COX-2– and IDO-associated immunomodulatory functions of stage II carcinoma-associated fibroblasts in breast cancer
摘要
The immune response against cancer is influenced by the tumor stroma. Carcinoma-associated fibroblasts (CAFs), a significant part of the stroma, are important modulators of the tumour microenvironment (TME). The current study examined the immunomodulatory properties of CAFs isolated from a stage II mouse model of mammary invasive ductal cancer. Based on the expression of surface markers, we described Stage II CAFs and assessed their effects on cytokine release, nitric oxide (NO) generation, and splenocyte proliferation in direct co-culture systems.

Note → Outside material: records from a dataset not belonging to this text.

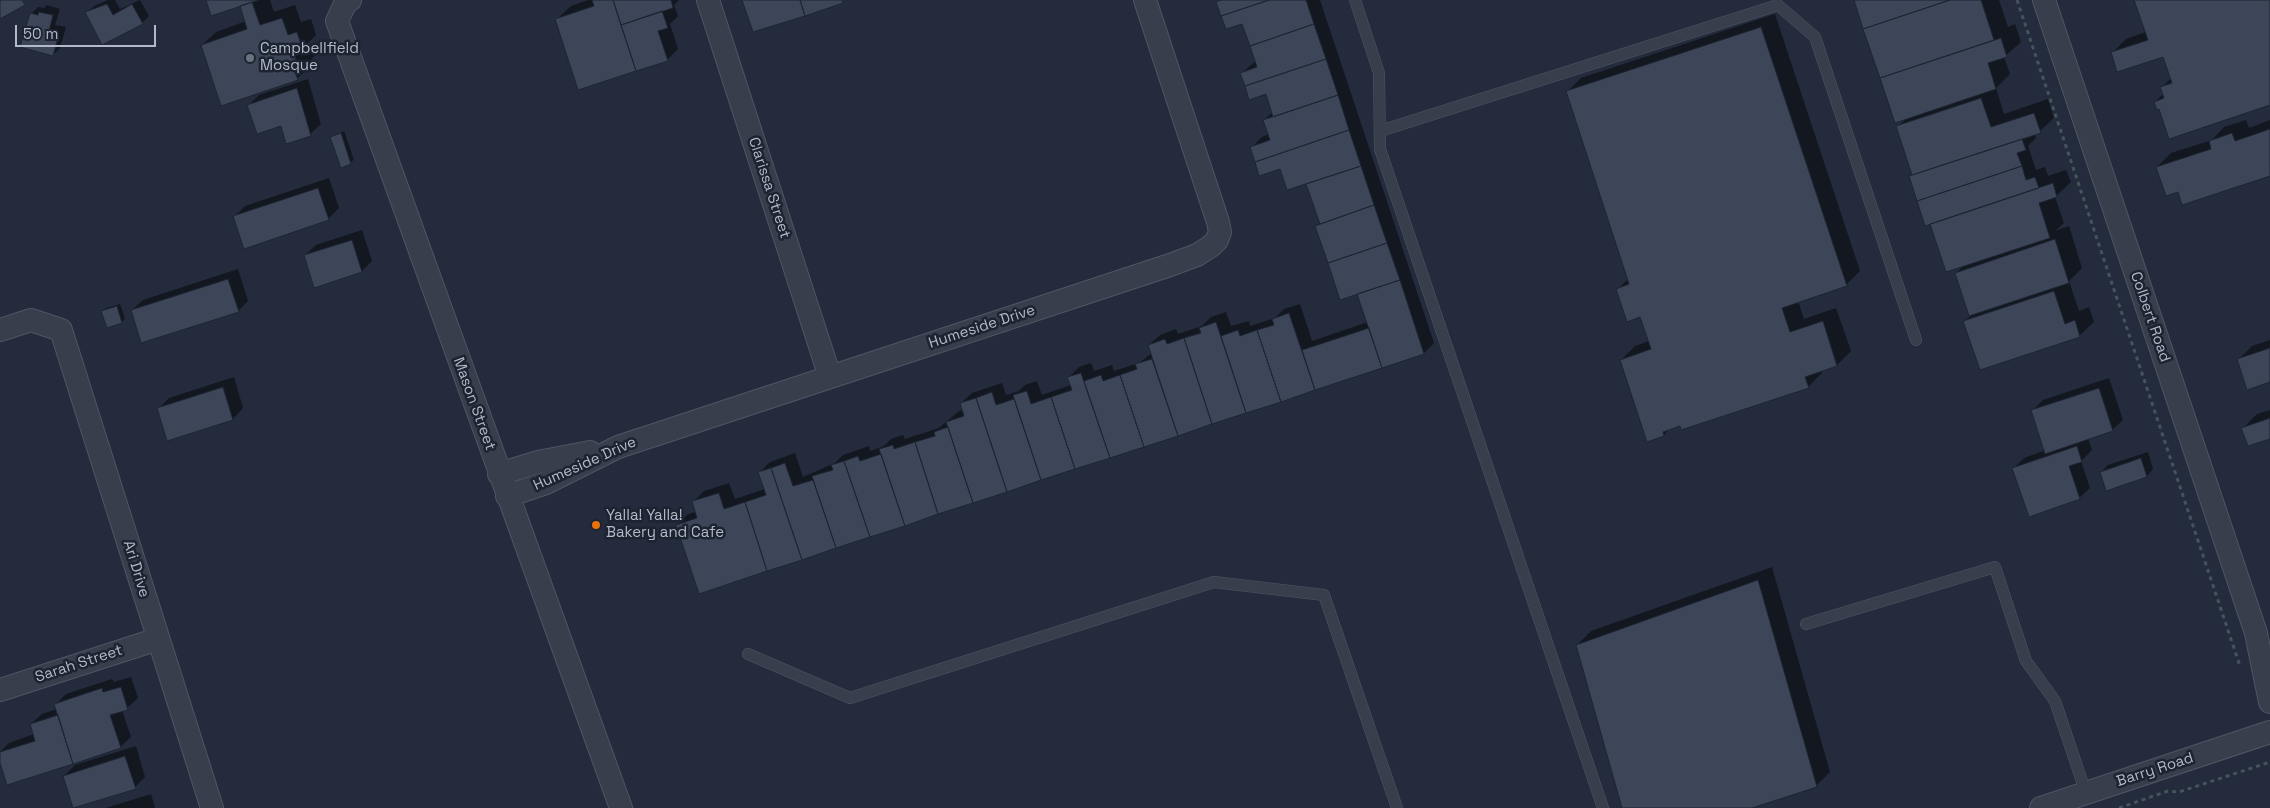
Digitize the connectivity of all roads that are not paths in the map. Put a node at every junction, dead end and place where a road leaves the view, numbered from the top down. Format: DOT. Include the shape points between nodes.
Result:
graph roads {
  1 [pos="708,0"];
  2 [pos="1145,0"];
  3 [pos="1355,0"];
  4 [pos="2044,0"];
  5 [pos="346,1"];
  6 [pos="1380,131"];
  7 [pos="0,330"];
  8 [pos="1916,340"];
  9 [pos="830,377"];
  10 [pos="618,447"];
  11 [pos="499,474"];
  12 [pos="507,496"];
  13 [pos="1806,624"];
  14 [pos="2256,633"];
  15 [pos="158,639"];
  16 [pos="748,654"];
  17 [pos="2270,660"];
  18 [pos="0,690"];
  19 [pos="2270,702"];
  20 [pos="2270,732"];
  21 [pos="2086,793"];
  22 [pos="212,808"];
  23 [pos="621,808"];
  24 [pos="1397,808"];
  25 [pos="1603,808"];
  26 [pos="2041,808"];
  1 -- 9 [label="street, Clarissa Street"];
  2 -- 9 [label="street, Humeside Drive" via="1218,222 1220,232 1216,240 1197,255 1170,265"];
  3 -- 6 [label="lane" via="1379,73"];
  4 -- 14 [label="street, Colbert Road"];
  5 -- 11 [label="street, Mason Street" via="337,21"];
  6 -- 8 [label="lane" via="1778,5 1815,37"];
  6 -- 25 [label="lane" via="1380,149"];
  7 -- 15 [label="street, Ari Drive" via="31,320 61,330"];
  9 -- 10 [label="street, Humeside Drive"];
  10 -- 11 [label="street" via="538,462"];
  10 -- 12 [label="street, Humeside Drive" via="546,483"];
  11 -- 12 [label="street, Mason Street"];
  12 -- 23 [label="street, Mason Street"];
  13 -- 21 [label="lane" via="1995,567 2026,661 2055,701"];
  14 -- 17 [label="street, Colbert Road"];
  14 -- 19 [label="street, Colbert Road"];
  15 -- 18 [label="street, Sarah Street"];
  15 -- 22 [label="street, Ari Drive"];
  16 -- 24 [label="lane" via="850,698 1214,582 1324,595"];
  20 -- 21 [label="street, Barry Road"];
  21 -- 26 [label="street, Barry Road"];
}
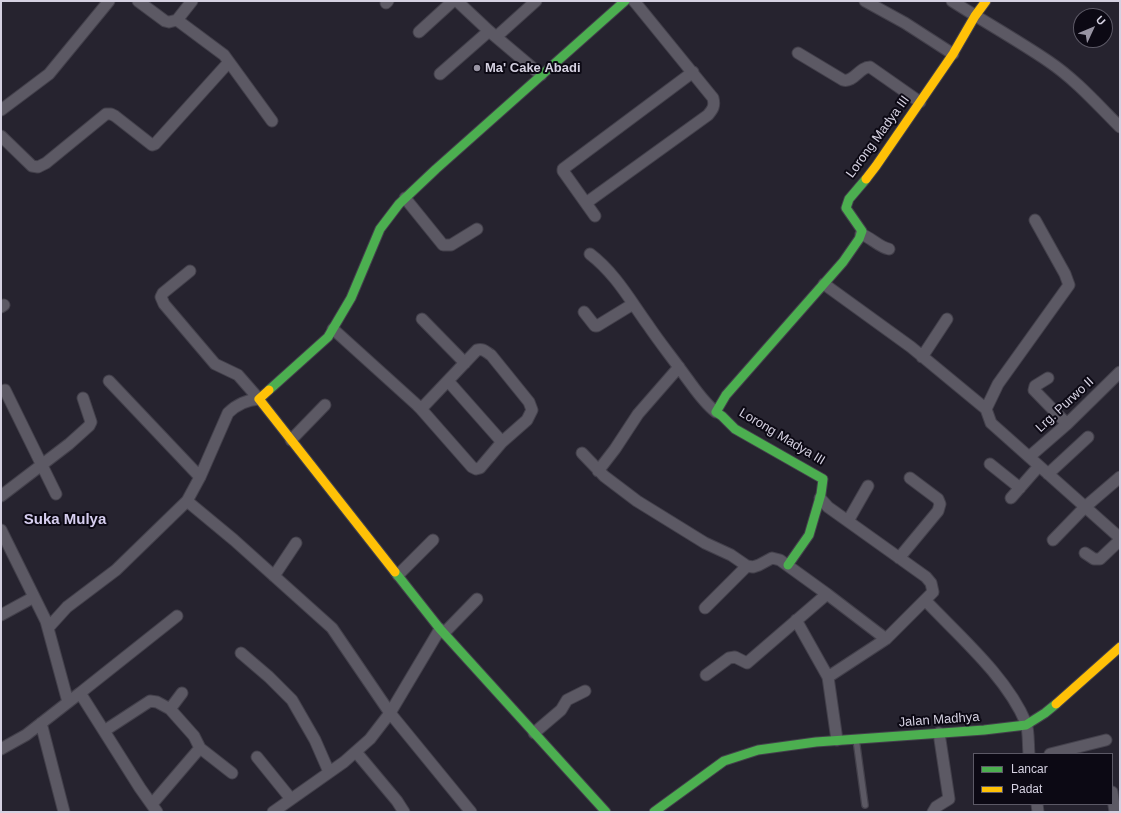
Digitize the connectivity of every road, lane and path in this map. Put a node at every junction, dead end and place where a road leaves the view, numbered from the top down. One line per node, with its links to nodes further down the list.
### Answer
1 (109, 1): 22 (street)
2 (138, 1): 12 (street)
3 (192, 1): 12 (street)
4 (536, 1): 14 (street)
5 (625, 1): 20 (street)
6 (634, 1): 18 (street)
7 (865, 1): 16 (street)
8 (952, 1): 11 (street)
9 (986, 1): 11 (street, Lorong Madya III)
10 (460, 2): 13 (street); 14 (street)
11 (975, 16): 16 (street, Lorong Madya III); 24 (street)
12 (177, 20): 17 (street)
13 (419, 32)
14 (492, 34): 19 (street); 20 (street)
15 (798, 53): 21 (street)
16 (953, 54): 21 (street, Lorong Madya III)
17 (229, 62): 23 (street); 25 (street)
18 (693, 72): 27 (street); 27 (street)
19 (440, 74)
20 (542, 75): 26 (street)
21 (920, 102): 31 (street, Lorong Madya III)
22 (1, 110)
23 (272, 121)
24 (1120, 127)
25 (1, 136)
26 (405, 198): 30 (street); 40 (street)
27 (586, 203): 28 (street)
28 (595, 216)
29 (1035, 220): 52 (street)
30 (477, 229)
31 (861, 234): 32 (street); 35 (street)
32 (889, 248)
33 (590, 254): 36 (street)
34 (190, 271): 50 (street)
35 (824, 284): 41 (street); 54 (street)
36 (633, 304): 37 (street); 43 (street)
37 (584, 312)
38 (422, 319): 42 (street)
39 (947, 319): 41 (street)
40 (333, 329): 50 (street); 53 (street)
41 (922, 356): 52 (street)
42 (465, 363): 47 (street); 58 (street)
43 (679, 367): 54 (street); 63 (street)
44 (1120, 372): 55 (street, Lrg. Purwo II)
45 (1048, 378): 55 (street)
46 (109, 381): 65 (street)
47 (448, 381): 53 (street); 58 (street)
48 (5, 390): 62 (street)
49 (83, 398): 62 (street)
50 (259, 399): 57 (street); 65 (street)
51 (324, 405): 57 (street)
52 (986, 409): 60 (street)
53 (422, 410): 58 (street)
54 (716, 412): 72 (street, Lorong Madya III)
55 (1068, 424): 60 (street, Lrg. Purwo II)
56 (1088, 437): 64 (street)
57 (291, 440): 86 (street)
58 (502, 442)
59 (582, 453): 63 (street)
60 (1029, 457): 64 (street)
61 (990, 464): 69 (street)
62 (42, 465): 70 (street); 71 (street)
63 (598, 470): 85 (street)
64 (1044, 470): 69 (street); 75 (street)
65 (200, 477): 74 (street)
66 (1120, 477): 75 (street)
67 (910, 478): 83 (street)
68 (868, 486): 76 (street)
69 (1020, 488): 73 (street)
70 (56, 494)
71 (1, 496)
72 (820, 498): 76 (street); 84 (street)
73 (1011, 498)
74 (187, 501): 87 (street); 96 (street)
75 (1085, 507): 78 (street); 80 (street)
76 (848, 521): 83 (street)
77 (1, 530): 89 (street)
78 (1120, 539): 82 (street)
79 (433, 540): 86 (street)
80 (1053, 540)
81 (296, 543): 87 (street)
82 (1085, 553)
83 (900, 558): 91 (street)
84 (788, 565): 85 (street); 88 (street)
85 (748, 566): 92 (street)
86 (398, 575): 97 (street)
87 (274, 576): 108 (street)
88 (827, 594): 95 (street); 98 (street)
89 (34, 597): 93 (street); 96 (street)
90 (477, 599): 97 (street)
91 (925, 600): 98 (street); 110 (street)
92 (705, 608)
93 (1, 615)
94 (177, 616): 105 (street)
95 (796, 620): 101 (street); 102 (street)
96 (48, 628): 106 (street)
97 (442, 631): 108 (street); 112 (street)
98 (886, 639): 102 (street)
99 (1120, 647): 110 (street, Jalan Madhya)
100 (241, 654): 123 (street)
101 (706, 675)
102 (828, 677): 115 (street)
103 (586, 691): 112 (street)
104 (182, 692): 107 (street)
105 (80, 693): 106 (street); 111 (street)
106 (68, 702): 109 (street)
107 (170, 709): 111 (street); 117 (street)
108 (390, 713): 119 (street); 132 (street)
109 (41, 723): 118 (street); 129 (street)
110 (1026, 725): 113 (street, Jalan Madhya); 120 (street)
111 (104, 731): 128 (street)
112 (534, 733): 133 (street)
113 (939, 733): 114 (street, Jalan Madhya); 135 (street)
114 (856, 739): 115 (street, Jalan Madhya); 127 (lane)
115 (837, 740): 134 (street, Jalan Madhya)
116 (1106, 740): 121 (street)
117 (200, 748): 124 (street); 128 (street)
118 (1, 749)
119 (356, 752): 123 (street); 131 (street)
120 (1029, 753)
121 (1054, 753)
122 (257, 757): 125 (street)
123 (329, 772): 125 (street)
124 (232, 773)
125 (291, 799): 130 (street)
126 (1113, 799): 136 (street)
127 (865, 805)
128 (155, 808)
129 (64, 812)
130 (272, 812)
131 (404, 812)
132 (471, 812)
133 (606, 812)
134 (654, 812)
135 (933, 812)
136 (1115, 812)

Class II MHC molecules (I-Ad/I-Ed), FAP-1, CD29, CD90, and CD105 were all expressed by isolated CAFs, indicating the possibility of direct immunological contact. In direct co-culture, CAFs demonstrated two distinct functions: their conditioned medium (CM) had immunosuppressive effects, whereas direct cell interactions promoted splenocyte growth. Additionally, CAFs changed the cytokine milieu, particularly by secreting high levels of TGF-β and PGE₂, and dramatically reduced splenocyte NO generation. COX-2, IDO, and MMP2 were significantly upregulated in CAFs, according to gene expression data. Our results emphasize the potential of Stage II CAFs as a therapeutic target in breast cancer by demonstrating their complex immunomodulatory character, which includes the ability to both stimulate and repress immune responses through cellular contact and soluble factors.